▶ [HOW TO COMPLETE THIS TASK]
Whenever "Avenue" occurs in a line of the material, list that line.

▶ [MATERIAL PROVIDED]
*** Block opens ***

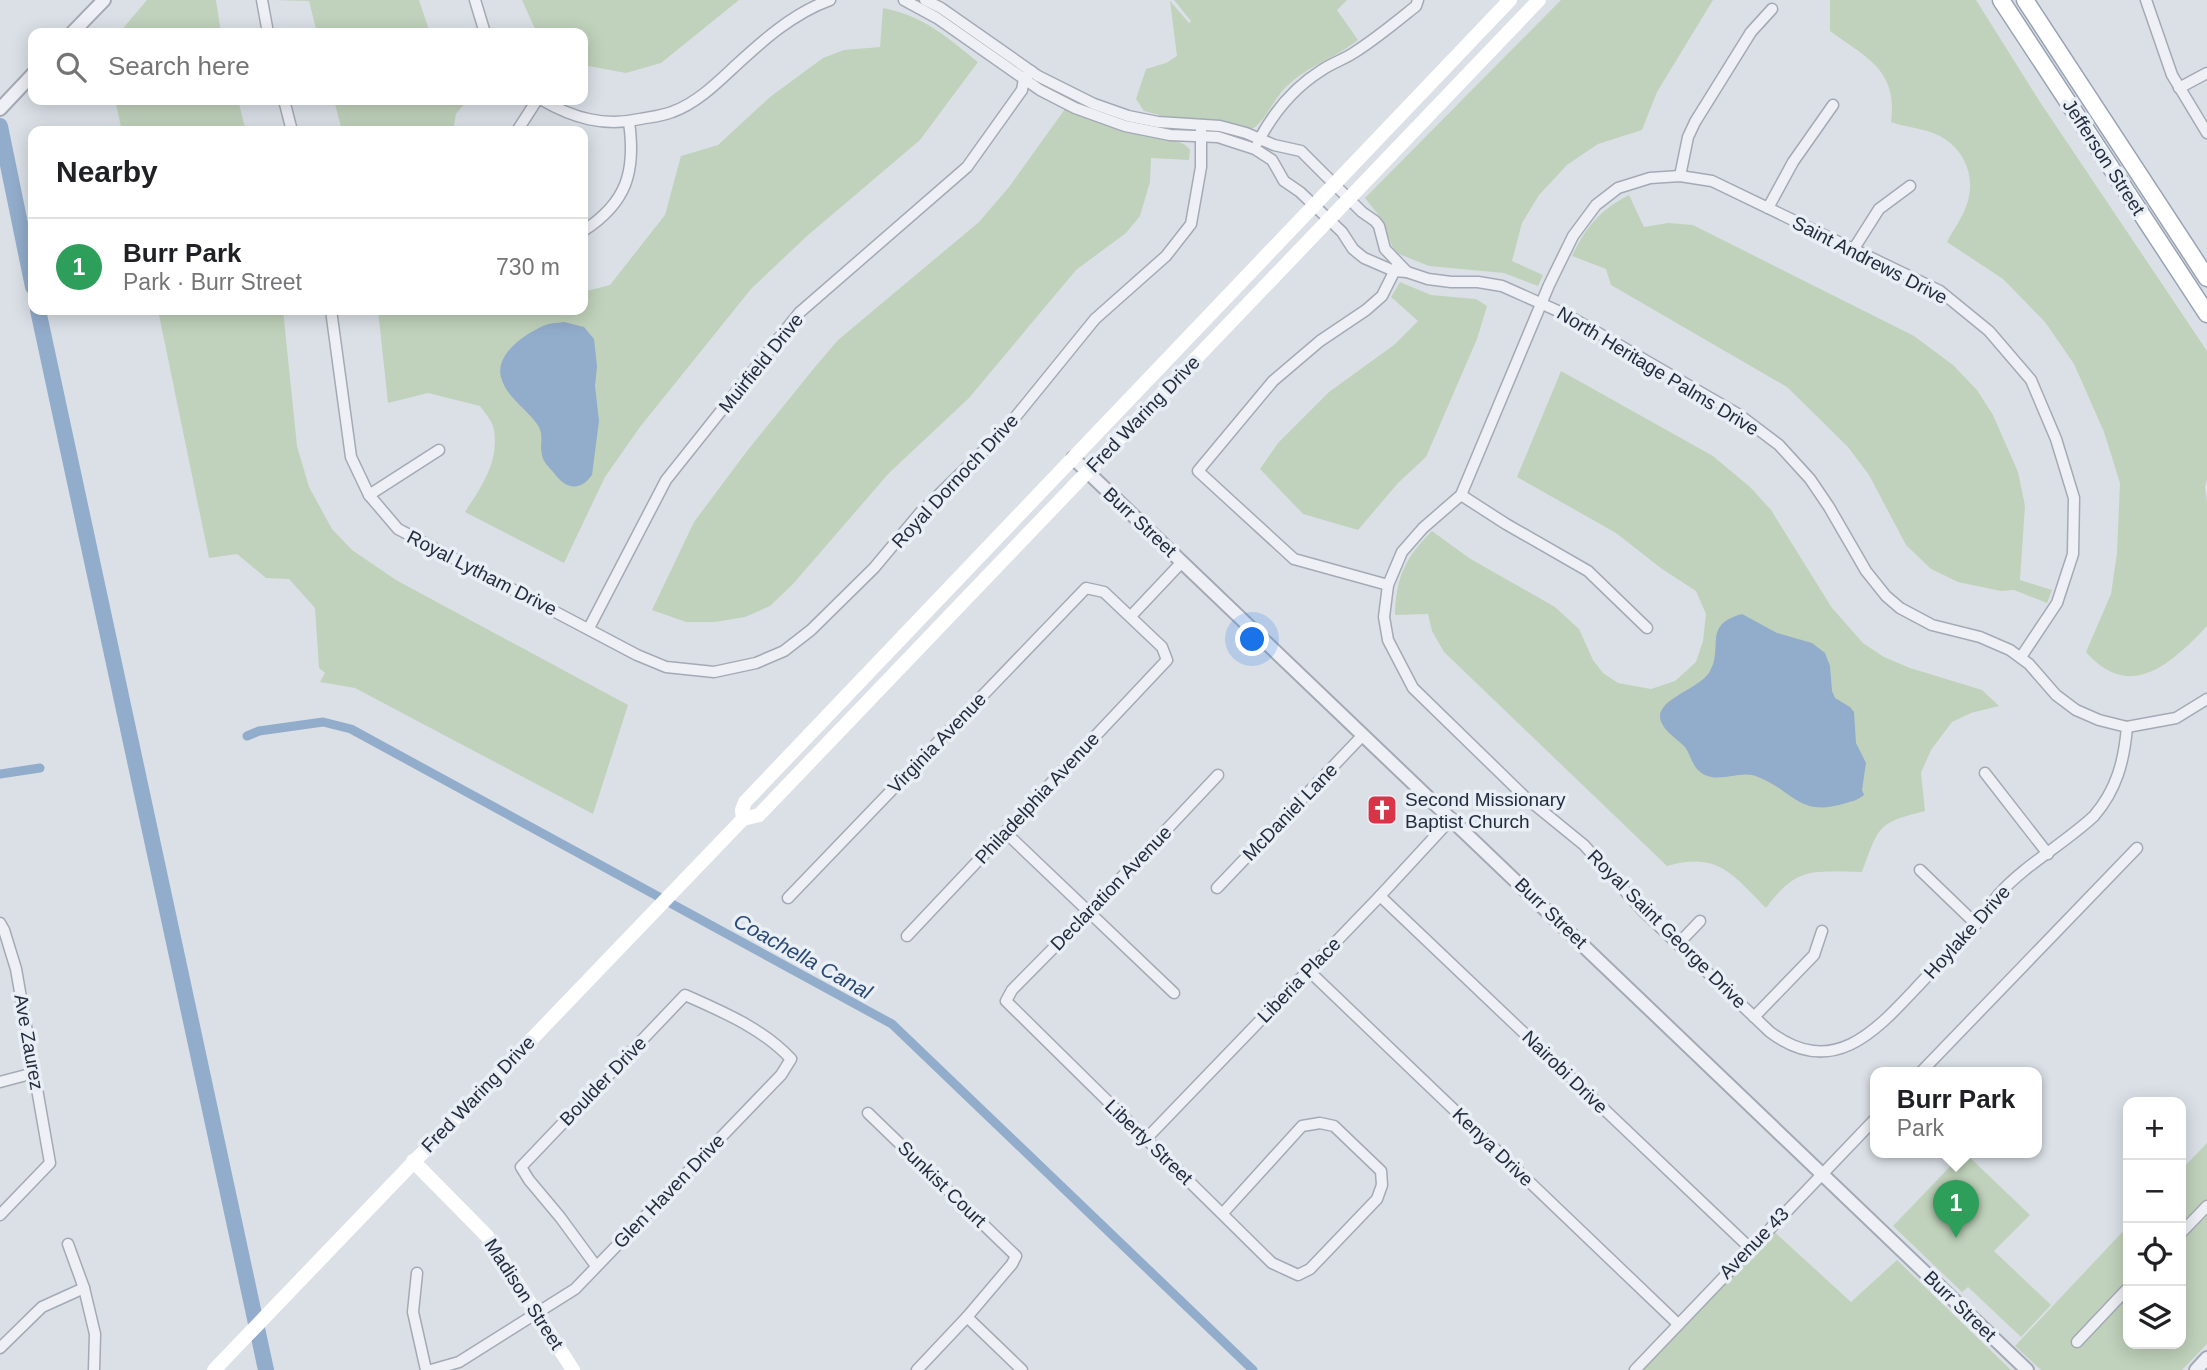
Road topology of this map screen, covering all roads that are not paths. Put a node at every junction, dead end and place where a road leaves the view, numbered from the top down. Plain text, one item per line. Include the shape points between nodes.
1 (104, 0) edge
2 (262, 0) edge
3 (475, 0) edge
4 (830, 0) edge
5 (904, 0) edge
6 (925, 0) edge
7 (1418, 0) edge
8 (1510, 0) edge
9 (1539, 0) edge
10 (2001, 0) edge
11 (2025, 0) edge
12 (2146, 0) edge
13 (1772, 9) dead end
14 (77, 28) edge
15 (267, 28) edge
16 (483, 28) edge
17 (2207, 74) edge
18 (28, 79) edge
19 (1029, 80) junction
20 (2179, 88) junction
21 (285, 105) edge
22 (536, 105) edge
23 (551, 105) edge
24 (1833, 105) dead end
25 (0, 109) edge
26 (629, 122) junction
27 (291, 126) edge
28 (521, 126) edge
29 (1201, 130) junction
30 (2207, 132) edge
31 (1260, 138) junction
32 (1255, 149) junction
33 (1680, 176) junction
34 (1334, 184) junction
35 (1910, 186) dead end
36 (1349, 199) junction
37 (1314, 205) junction
38 (1768, 208) junction
39 (1329, 219) junction
40 (588, 228) edge
41 (1853, 250) junction
42 (1397, 266) junction
43 (2207, 278) edge
44 (1541, 303) junction
45 (2207, 314) edge
46 (332, 315) edge
47 (439, 450) dead end
48 (1073, 458) junction
49 (1087, 472) junction
50 (369, 495) junction
51 (1461, 495) junction
52 (1182, 562) junction
53 (1388, 585) junction
54 (1131, 616) junction
55 (589, 628) junction
56 (1647, 628) dead end
57 (2021, 657) junction
58 (2207, 699) edge
59 (2127, 727) junction
60 (1363, 735) junction
61 (1985, 773) dead end
62 (1218, 775) dead end
63 (1452, 818) junction
64 (743, 819) junction
65 (1005, 832) junction
66 (2137, 848) dead end
67 (2048, 854) junction
68 (1920, 870) dead end
69 (1217, 888) dead end
70 (1380, 896) junction
71 (788, 898) dead end
72 (1089, 912) junction
73 (1700, 921) dead end
74 (0, 923) edge
75 (1976, 924) junction
76 (1822, 931) dead end
77 (907, 936) dead end
78 (1678, 944) junction
79 (1308, 970) junction
80 (1174, 993) dead end
81 (685, 995) joint
82 (1006, 1001) joint
83 (1754, 1017) junction
84 (1926, 1067) edge
85 (34, 1073) junction
86 (0, 1082) edge
87 (867, 1113) dead end
88 (1870, 1123) edge
89 (1145, 1140) junction
90 (413, 1161) junction
91 (1823, 1173) junction
92 (2207, 1206) edge
93 (1223, 1213) junction
94 (0, 1215) edge
95 (2186, 1228) edge
96 (68, 1244) dead end
97 (1750, 1248) junction
98 (596, 1266) junction
99 (417, 1273) dead end
100 (84, 1288) junction
101 (2123, 1293) edge
102 (538, 1314) junction
103 (967, 1317) junction
104 (1678, 1324) junction
105 (2077, 1342) dead end
106 (0, 1348) edge
107 (2207, 1358) edge
108 (94, 1370) edge
109 (214, 1370) edge
110 (429, 1370) edge
111 (573, 1370) edge
112 (917, 1370) edge
113 (1023, 1370) edge
114 (1634, 1370) edge
115 (2027, 1370) edge
116 (2196, 1370) edge

1 - 14 street
2 - 15 street
3 - 16 street
4 - 26 street via 783,26 690,103 671,113
5 - 19 street
6 - 19 street
7 - 31 street via 1384,33 1321,70 1285,99
8 - 34 main road, Fred Waring Drive
9 - 36 main road, Fred Waring Drive
10 - 45 main road, Jefferson Street
11 - 43 main road, Jefferson Street
12 - 20 street
13 - 33 street via 1751,32 1695,122
17 - 20 street
18 - 25 street
19 - 29 street via 1128,116
19 - 55 street, Muirfield Drive via 967,167 799,313 666,480
20 - 30 street
21 - 27 street
22 - 28 street
23 - 26 street via 596,121
24 - 38 street
26 - 40 street via 632,160 627,182 615,202
29 - 31 street via 1230,128
29 - 32 street
29 - 55 street, Royal Dornoch Drive via 1202,167 1191,223 1167,256 1095,319 1004,431 811,630 784,651 713,673 666,667
31 - 32 street
31 - 34 street via 1301,151
32 - 37 street, North Heritage Palms Drive via 1272,160 1284,181
33 - 38 street, Saint Andrews Drive via 1712,181
33 - 44 street, Saint Andrews Drive via 1650,178 1619,188 1596,205 1573,236
34 - 36 street
34 - 37 main road, Fred Waring Drive
35 - 41 street via 1879,209
36 - 39 main road, Fred Waring Drive
36 - 42 street via 1375,220
37 - 39 street, North Heritage Palms Drive
37 - 48 main road, Fred Waring Drive
38 - 41 street, Saint Andrews Drive
39 - 42 street, North Heritage Palms Drive via 1358,254
39 - 49 main road, Fred Waring Drive
41 - 57 street, Saint Andrews Drive via 1940,291 1989,331 2031,380 2056,439 2074,498 2073,554 2057,603
42 - 44 street, North Heritage Palms Drive via 1440,281 1491,283
42 - 53 street via 1382,296 1273,381 1198,471 1294,559
44 - 51 street, Saint Andrews Drive
44 - 57 street, North Heritage Palms Drive via 1738,414 1779,445 1821,494 1874,583 1900,608 1933,625 1996,643
46 - 50 street, Royal Lytham Drive via 351,457
47 - 50 street
48 - 49 street, Burr Street
48 - 64 main road, Fred Waring Drive via 745,802
49 - 52 street, Burr Street
49 - 64 main road, Fred Waring Drive via 759,815
50 - 55 street, Royal Lytham Drive via 398,529
51 - 53 street, Royal Saint George Drive via 1409,542
51 - 56 street via 1588,571
52 - 54 street
52 - 60 street, Burr Street
53 - 78 street, Royal Saint George Drive via 1384,617 1388,640 1413,688 1524,796 1584,845
54 - 65 street, Philadelphia Avenue via 1161,647 1167,660
54 - 71 street, Virginia Avenue via 1104,592 1086,588
57 - 59 street, North Heritage Palms Drive via 2065,703 2099,720
58 - 59 street via 2176,718
59 - 67 street, Hoylake Drive via 2125,754 2111,793 2094,816
60 - 63 street, Burr Street
60 - 69 street, McDaniel Lane
61 - 67 street
62 - 72 street, Declaration Avenue
63 - 70 street, Liberia Place
63 - 91 street, Burr Street
64 - 90 main road, Fred Waring Drive
65 - 72 street
65 - 77 street, Philadelphia Avenue
66 - 84 street
67 - 75 street, Hoylake Drive via 1998,895
68 - 75 street
70 - 79 street, Liberia Place
70 - 97 street, Nairobi Drive
72 - 80 street
72 - 82 street, Declaration Avenue
73 - 78 street
74 - 85 street, Ave Zaurez via 16,969
75 - 83 street, Hoylake Drive via 1875,1031 1854,1044 1818,1051 1794,1047
76 - 83 street via 1814,955
78 - 83 street, Royal Saint George Drive
79 - 89 street, Liberia Place
79 - 104 street, Kenya Drive
81 - 98 street, Boulder Drive via 521,1167
81 - 98 street, Glen Haven Drive via 741,1021 792,1059
82 - 89 street, Liberty Street
85 - 86 street
85 - 94 street, Ave Zaurez via 50,1163
87 - 103 street, Sunkist Court via 1016,1256
88 - 91 street, Avenue 43
89 - 93 street, Liberty Street
90 - 102 main road, Madison Street via 487,1236
90 - 109 main road, Fred Waring Drive
91 - 97 street, Avenue 43
91 - 115 street, Burr Street
92 - 95 street
93 - 93 street, Liberty Street via 1302,1126 1334,1126 1381,1171 1377,1199 1310,1269 1298,1275 1272,1263
96 - 100 street
97 - 104 street, Avenue 43
98 - 102 street, Glen Haven Drive via 575,1289
99 - 110 street via 414,1311
100 - 106 street via 42,1307
100 - 108 street via 95,1334
101 - 105 street
102 - 110 street, Glen Haven Drive via 458,1362
102 - 111 main road, Madison Street
103 - 112 street
103 - 113 street
104 - 114 street, Avenue 43
107 - 116 street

*** Block closes ***

▶ [SOLUTION FOR THIS PROBLEM]
54 - 65 street, Philadelphia Avenue via 1161,647 1167,660
54 - 71 street, Virginia Avenue via 1104,592 1086,588
62 - 72 street, Declaration Avenue
65 - 77 street, Philadelphia Avenue
72 - 82 street, Declaration Avenue
88 - 91 street, Avenue 43
91 - 97 street, Avenue 43
97 - 104 street, Avenue 43
104 - 114 street, Avenue 43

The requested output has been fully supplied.